_Dataset entries_
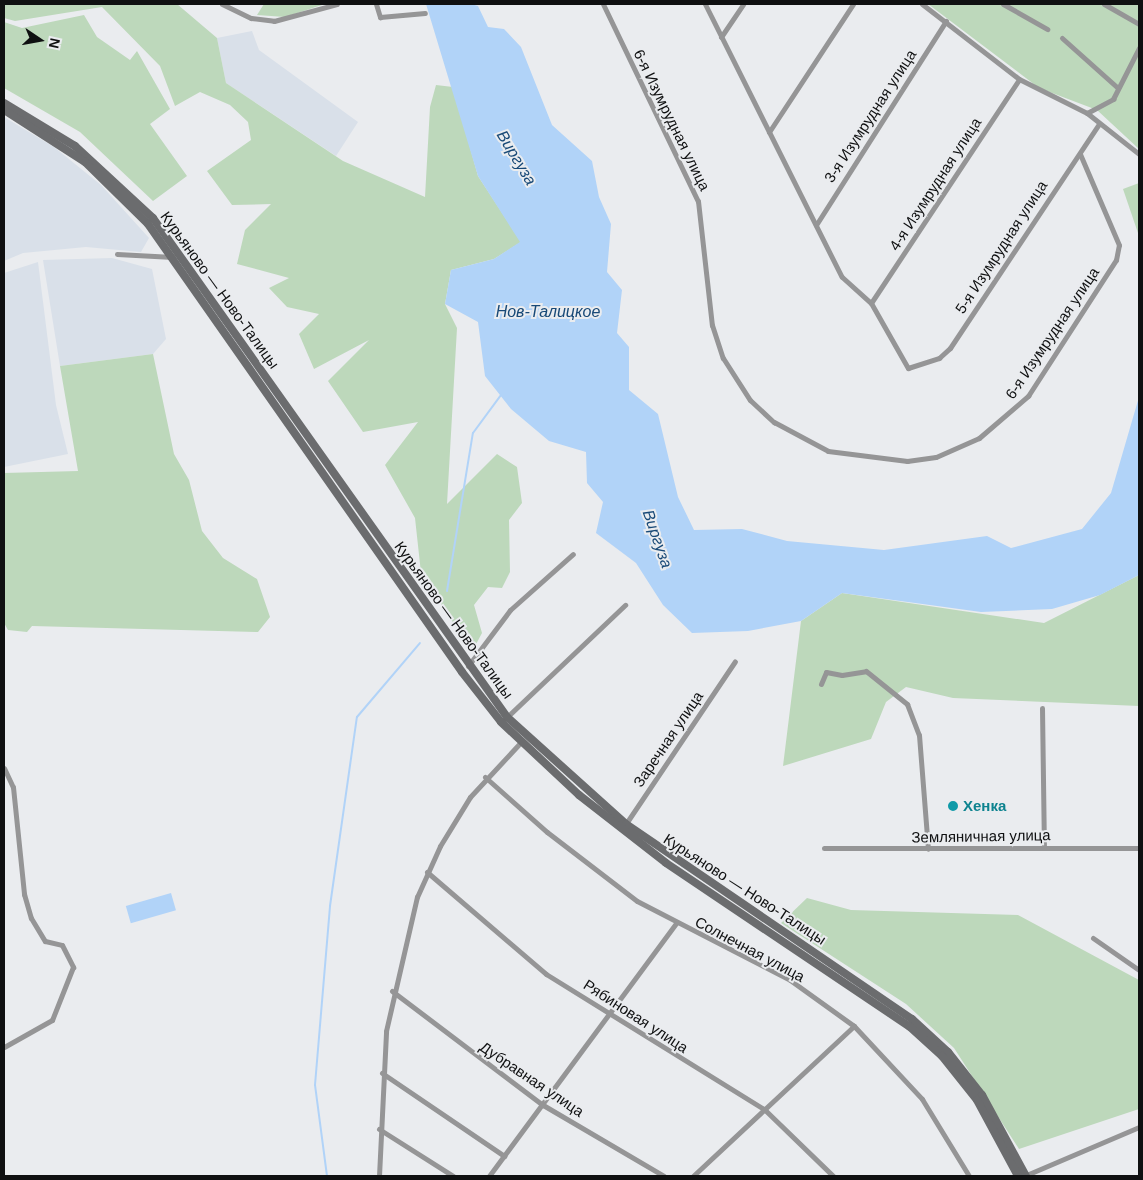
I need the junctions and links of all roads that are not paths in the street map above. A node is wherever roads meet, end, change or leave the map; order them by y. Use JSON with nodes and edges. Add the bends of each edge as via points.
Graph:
{"nodes":[{"id":1,"x":222,"y":4,"type":"edge"},
{"id":2,"x":337,"y":4,"type":"edge"},
{"id":3,"x":376,"y":4,"type":"edge"},
{"id":4,"x":603,"y":4,"type":"edge"},
{"id":5,"x":704,"y":4,"type":"edge"},
{"id":6,"x":742,"y":4,"type":"edge"},
{"id":7,"x":853,"y":4,"type":"edge"},
{"id":8,"x":922,"y":4,"type":"edge"},
{"id":9,"x":1003,"y":4,"type":"edge"},
{"id":10,"x":1104,"y":4,"type":"edge"},
{"id":11,"x":425,"y":13,"type":"dead end"},
{"id":12,"x":946,"y":21,"type":"junction"},
{"id":13,"x":1139,"y":24,"type":"edge"},
{"id":14,"x":1047,"y":28,"type":"dead end"},
{"id":15,"x":721,"y":37,"type":"junction"},
{"id":16,"x":1062,"y":38,"type":"dead end"},
{"id":17,"x":1139,"y":48,"type":"edge"},
{"id":18,"x":1019,"y":79,"type":"junction"},
{"id":19,"x":1118,"y":88,"type":"junction"},
{"id":20,"x":4,"y":103,"type":"edge"},
{"id":21,"x":4,"y":110,"type":"edge"},
{"id":22,"x":1087,"y":113,"type":"junction"},
{"id":23,"x":1098,"y":125,"type":"junction"},
{"id":24,"x":769,"y":132,"type":"junction"},
{"id":25,"x":1080,"y":154,"type":"junction"},
{"id":26,"x":1139,"y":154,"type":"edge"},
{"id":27,"x":816,"y":225,"type":"junction"},
{"id":28,"x":117,"y":254,"type":"dead end"},
{"id":29,"x":175,"y":257,"type":"junction"},
{"id":30,"x":871,"y":303,"type":"junction"},
{"id":31,"x":573,"y":554,"type":"dead end"},
{"id":32,"x":625,"y":605,"type":"dead end"},
{"id":33,"x":735,"y":661,"type":"dead end"},
{"id":34,"x":467,"y":667,"type":"junction"},
{"id":35,"x":821,"y":684,"type":"dead end"},
{"id":36,"x":1042,"y":708,"type":"dead end"},
{"id":37,"x":507,"y":717,"type":"junction"},
{"id":38,"x":521,"y":742,"type":"junction"},
{"id":39,"x":4,"y":768,"type":"edge"},
{"id":40,"x":485,"y":777,"type":"junction"},
{"id":41,"x":624,"y":827,"type":"junction"},
{"id":42,"x":824,"y":848,"type":"dead end"},
{"id":43,"x":1044,"y":848,"type":"junction"},
{"id":44,"x":1139,"y":848,"type":"edge"},
{"id":45,"x":928,"y":849,"type":"junction"},
{"id":46,"x":426,"y":872,"type":"junction"},
{"id":47,"x":676,"y":923,"type":"junction"},
{"id":48,"x":1093,"y":938,"type":"dead end"},
{"id":49,"x":1139,"y":970,"type":"edge"},
{"id":50,"x":392,"y":991,"type":"junction"},
{"id":51,"x":608,"y":1014,"type":"junction"},
{"id":52,"x":854,"y":1026,"type":"junction"},
{"id":53,"x":4,"y":1047,"type":"edge"},
{"id":54,"x":382,"y":1073,"type":"junction"},
{"id":55,"x":543,"y":1106,"type":"junction"},
{"id":56,"x":765,"y":1110,"type":"junction"},
{"id":57,"x":1139,"y":1127,"type":"edge"},
{"id":58,"x":379,"y":1129,"type":"junction"},
{"id":59,"x":504,"y":1156,"type":"junction"},
{"id":60,"x":379,"y":1176,"type":"edge"},
{"id":61,"x":453,"y":1176,"type":"edge"},
{"id":62,"x":489,"y":1176,"type":"edge"},
{"id":63,"x":664,"y":1176,"type":"edge"},
{"id":64,"x":693,"y":1176,"type":"edge"},
{"id":65,"x":833,"y":1176,"type":"edge"},
{"id":66,"x":969,"y":1176,"type":"edge"},
{"id":67,"x":1023,"y":1176,"type":"edge"}],
"edges":[{"from":1,"to":2,"type":"street","via":[[250,18],[274,21]]},
{"from":3,"to":11,"type":"street","via":[[380,17]]},
{"from":4,"to":25,"type":"street","name":"6-я Изумрудная улица","via":[[698,201],[712,325],[723,358],[750,400],[774,422],[828,451],[907,461],[936,457],[979,438],[1028,396],[1116,260],[1119,245]]},
{"from":5,"to":15,"type":"street"},
{"from":6,"to":15,"type":"street"},
{"from":7,"to":24,"type":"street"},
{"from":8,"to":12,"type":"street"},
{"from":9,"to":14,"type":"street"},
{"from":10,"to":13,"type":"street"},
{"from":12,"to":18,"type":"street"},
{"from":12,"to":27,"type":"street","name":"3-я Изумрудная улица"},
{"from":15,"to":24,"type":"street"},
{"from":16,"to":19,"type":"street"},
{"from":17,"to":19,"type":"street"},
{"from":18,"to":22,"type":"street"},
{"from":18,"to":30,"type":"street","name":"4-я Изумрудная улица"},
{"from":19,"to":22,"type":"street","via":[[1106,105]]},
{"from":20,"to":34,"type":"main road","name":"Курьяново — Ново-Талицы","via":[[82,151],[153,218]]},
{"from":21,"to":29,"type":"main road","name":"Курьяново — Ново-Талицы","via":[[96,171]]},
{"from":22,"to":23,"type":"street"},
{"from":23,"to":25,"type":"street","name":"5-я Изумрудная улица"},
{"from":23,"to":26,"type":"street"},
{"from":24,"to":27,"type":"street"},
{"from":25,"to":30,"type":"street","name":"5-я Изумрудная улица","via":[[950,348],[913,368],[903,365]]},
{"from":27,"to":30,"type":"street","via":[[842,277]]},
{"from":28,"to":29,"type":"street"},
{"from":29,"to":38,"type":"main road","name":"Курьяново — Ново-Талицы","via":[[462,672]]},
{"from":31,"to":34,"type":"street","via":[[510,610]]},
{"from":32,"to":37,"type":"street"},
{"from":33,"to":41,"type":"street","name":"Заречная улица"},
{"from":34,"to":37,"type":"main road","name":"Курьяново — Ново-Талицы"},
{"from":35,"to":45,"type":"street","via":[[826,672],[842,675],[866,671],[907,704],[919,735]]},
{"from":36,"to":43,"type":"street"},
{"from":37,"to":41,"type":"main road","name":"Курьяново — Ново-Талицы"},
{"from":38,"to":40,"type":"street"},
{"from":38,"to":41,"type":"main road","name":"Курьяново — Ново-Талицы"},
{"from":39,"to":53,"type":"street","via":[[12,787],[24,894],[31,918],[45,941],[62,945],[73,967],[52,1020]]},
{"from":40,"to":46,"type":"street"},
{"from":40,"to":47,"type":"street","name":"Солнечная улица","via":[[603,877]]},
{"from":41,"to":67,"type":"main road","name":"Курьяново — Ново-Талицы","via":[[909,1026],[942,1056],[977,1100]]},
{"from":42,"to":45,"type":"street","name":"Земляничная улица"},
{"from":43,"to":44,"type":"street","name":"Земляничная улица"},
{"from":43,"to":45,"type":"street","name":"Земляничная улица"},
{"from":46,"to":50,"type":"street"},
{"from":46,"to":51,"type":"street","name":"Рябиновая улица","via":[[546,974]]},
{"from":47,"to":51,"type":"street"},
{"from":47,"to":52,"type":"street","name":"Солнечная улица","via":[[790,980]]},
{"from":48,"to":49,"type":"street"},
{"from":50,"to":54,"type":"street"},
{"from":50,"to":55,"type":"street","name":"Дубравная улица"},
{"from":51,"to":55,"type":"street"},
{"from":51,"to":56,"type":"street","name":"Рябиновая улица"},
{"from":52,"to":56,"type":"street"},
{"from":52,"to":66,"type":"street","name":"Солнечная улица","via":[[922,1098]]},
{"from":54,"to":58,"type":"street"},
{"from":54,"to":59,"type":"street"},
{"from":55,"to":59,"type":"street"},
{"from":55,"to":63,"type":"street","name":"Дубравная улица"},
{"from":56,"to":64,"type":"street"},
{"from":56,"to":65,"type":"street","name":"Рябиновая улица"},
{"from":57,"to":67,"type":"street"},
{"from":58,"to":60,"type":"street"},
{"from":58,"to":61,"type":"street"},
{"from":59,"to":62,"type":"street"}]}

_Work instructions_
An answer is complete only when it holds every line above containing the string "Земляничная".

_Output for this task_
{"from":42,"to":45,"type":"street","name":"Земляничная улица"},
{"from":43,"to":44,"type":"street","name":"Земляничная улица"},
{"from":43,"to":45,"type":"street","name":"Земляничная улица"},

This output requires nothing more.